After 24 h of continuous labeling with radioactive precursors, a high molecular weight
heparan sulfate proteoglycan (HS-PG) was isolated from both the medium and cell layer of human colon
carcinoma cells (WiDr) in culture. The medium HS-PG eluted from a diethylaminoethyl
anion exchange column with 0.45-0.50 M NaCl, had an average density of 1.46-1.49 g/ml on dissociative
CsCl density-gradient ultracentrifugation, and eluted from
Sepharose CL-2B with a Kav = 0.57. This
proteoglycan had an estimated Mr of congruent to 8.5 X 10(5), with
glycosaminoglycan chains of Mr = 3 X 10(4) which were all susceptible to HNO2 deaminative cleavage. Deglycosylation of the HS-PG with polyhydrogen
fluoride resulted in a 3H-core
protein with Mr congruent to 2.4 X 10(5).
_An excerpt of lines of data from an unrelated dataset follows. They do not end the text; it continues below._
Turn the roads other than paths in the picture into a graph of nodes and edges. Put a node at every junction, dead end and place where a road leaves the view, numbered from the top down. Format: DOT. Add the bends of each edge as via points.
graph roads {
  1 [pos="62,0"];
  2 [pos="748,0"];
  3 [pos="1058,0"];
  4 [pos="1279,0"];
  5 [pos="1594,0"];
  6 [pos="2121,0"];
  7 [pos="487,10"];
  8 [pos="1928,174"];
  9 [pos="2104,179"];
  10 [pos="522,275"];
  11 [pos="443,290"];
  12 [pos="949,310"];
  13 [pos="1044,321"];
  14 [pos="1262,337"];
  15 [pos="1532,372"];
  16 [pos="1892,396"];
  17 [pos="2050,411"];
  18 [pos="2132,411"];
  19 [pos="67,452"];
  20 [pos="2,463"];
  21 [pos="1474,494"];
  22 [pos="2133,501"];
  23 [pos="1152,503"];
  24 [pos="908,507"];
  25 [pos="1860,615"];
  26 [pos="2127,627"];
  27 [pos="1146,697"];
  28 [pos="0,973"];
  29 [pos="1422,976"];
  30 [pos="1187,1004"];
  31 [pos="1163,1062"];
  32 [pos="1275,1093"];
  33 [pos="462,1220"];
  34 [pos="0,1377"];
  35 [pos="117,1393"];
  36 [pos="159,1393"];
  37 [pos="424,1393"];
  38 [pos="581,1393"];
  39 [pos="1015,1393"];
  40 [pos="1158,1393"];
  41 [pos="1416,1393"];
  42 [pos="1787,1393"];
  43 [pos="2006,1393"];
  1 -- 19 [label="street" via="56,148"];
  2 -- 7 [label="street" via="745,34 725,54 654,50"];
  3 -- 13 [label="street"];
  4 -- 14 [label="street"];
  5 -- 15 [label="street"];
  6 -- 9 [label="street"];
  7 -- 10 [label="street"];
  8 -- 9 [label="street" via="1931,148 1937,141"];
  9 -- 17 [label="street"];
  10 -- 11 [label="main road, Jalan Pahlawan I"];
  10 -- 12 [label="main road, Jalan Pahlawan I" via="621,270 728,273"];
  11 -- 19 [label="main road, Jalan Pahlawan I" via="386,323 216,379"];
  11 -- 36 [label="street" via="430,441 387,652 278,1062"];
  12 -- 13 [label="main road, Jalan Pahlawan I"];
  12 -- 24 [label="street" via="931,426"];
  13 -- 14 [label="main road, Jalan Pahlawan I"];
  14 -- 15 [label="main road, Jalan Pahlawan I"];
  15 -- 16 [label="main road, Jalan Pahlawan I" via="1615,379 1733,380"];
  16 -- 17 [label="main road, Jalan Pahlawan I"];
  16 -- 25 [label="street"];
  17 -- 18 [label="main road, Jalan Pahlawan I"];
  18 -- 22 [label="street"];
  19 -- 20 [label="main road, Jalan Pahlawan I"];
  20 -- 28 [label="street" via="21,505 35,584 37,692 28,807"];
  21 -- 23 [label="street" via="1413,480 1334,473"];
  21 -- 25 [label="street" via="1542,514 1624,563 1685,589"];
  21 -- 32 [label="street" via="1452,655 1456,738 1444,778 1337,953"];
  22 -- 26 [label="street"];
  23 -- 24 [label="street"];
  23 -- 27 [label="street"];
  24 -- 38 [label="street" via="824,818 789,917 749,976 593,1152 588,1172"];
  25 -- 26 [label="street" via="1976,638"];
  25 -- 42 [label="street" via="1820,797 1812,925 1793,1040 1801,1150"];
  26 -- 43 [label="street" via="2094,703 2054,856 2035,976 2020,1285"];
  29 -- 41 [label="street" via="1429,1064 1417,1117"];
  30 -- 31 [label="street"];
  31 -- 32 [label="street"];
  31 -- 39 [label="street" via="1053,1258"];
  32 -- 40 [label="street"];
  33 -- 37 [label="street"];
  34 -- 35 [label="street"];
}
The cell layer contained a population of HS-PG with characteristics almost identical to that released into the medium but with a larger Mr = 9.5 X 10(5). Furthermore, an intracellular pool contained smaller
heparan sulfate chains (Mr congruent to 1 X 10(4)) which were mostly devoid of
protein core. In pulse chase experiments, only the large cell-associated HS-PG was released (approximately 58%) into the medium as intact
proteoglycan and/or internalized and degraded (approximately 42%), with a t1/2 = 6 h. However, the small intracellular component was never released into the medium and was degraded at a much slower rate. When the cells were subjected to mild proteolytic treatment, only the large cell-associated HS-PG, but none of the small component, was displaced. Addition of exogenous
heparin did not displace any HS-PG into the medium. Both light and electron microscopic immunocytochemistry revealed that the cell surface reacted with antibody against an HS-PG isolated from a basement membrane-producing
tumor. Electron microscopic histochemistry using
ruthenium red and/or
cuprolinic blue revealed numerous 10-50-nm diam granules and 70-220-nm-long electron-dense filaments, respectively, on the surface of the
tumor cells. The results indicate that colon
carcinoma cells synthesize HS-PGs with distinct structural and metabolic characteristics: a large secretory pool with high turnover, which appears to be synthesized as an integral membrane component and localized primarily at the cell surface, and a small nonsecretory pool with low turnover localized predominantly within the cell interior. This culture system offers an opportunity to investigate in detail the mechanisms involved in the regulation of
proteoglycan metabolism, and in the establishment of the neoplastic phenotype.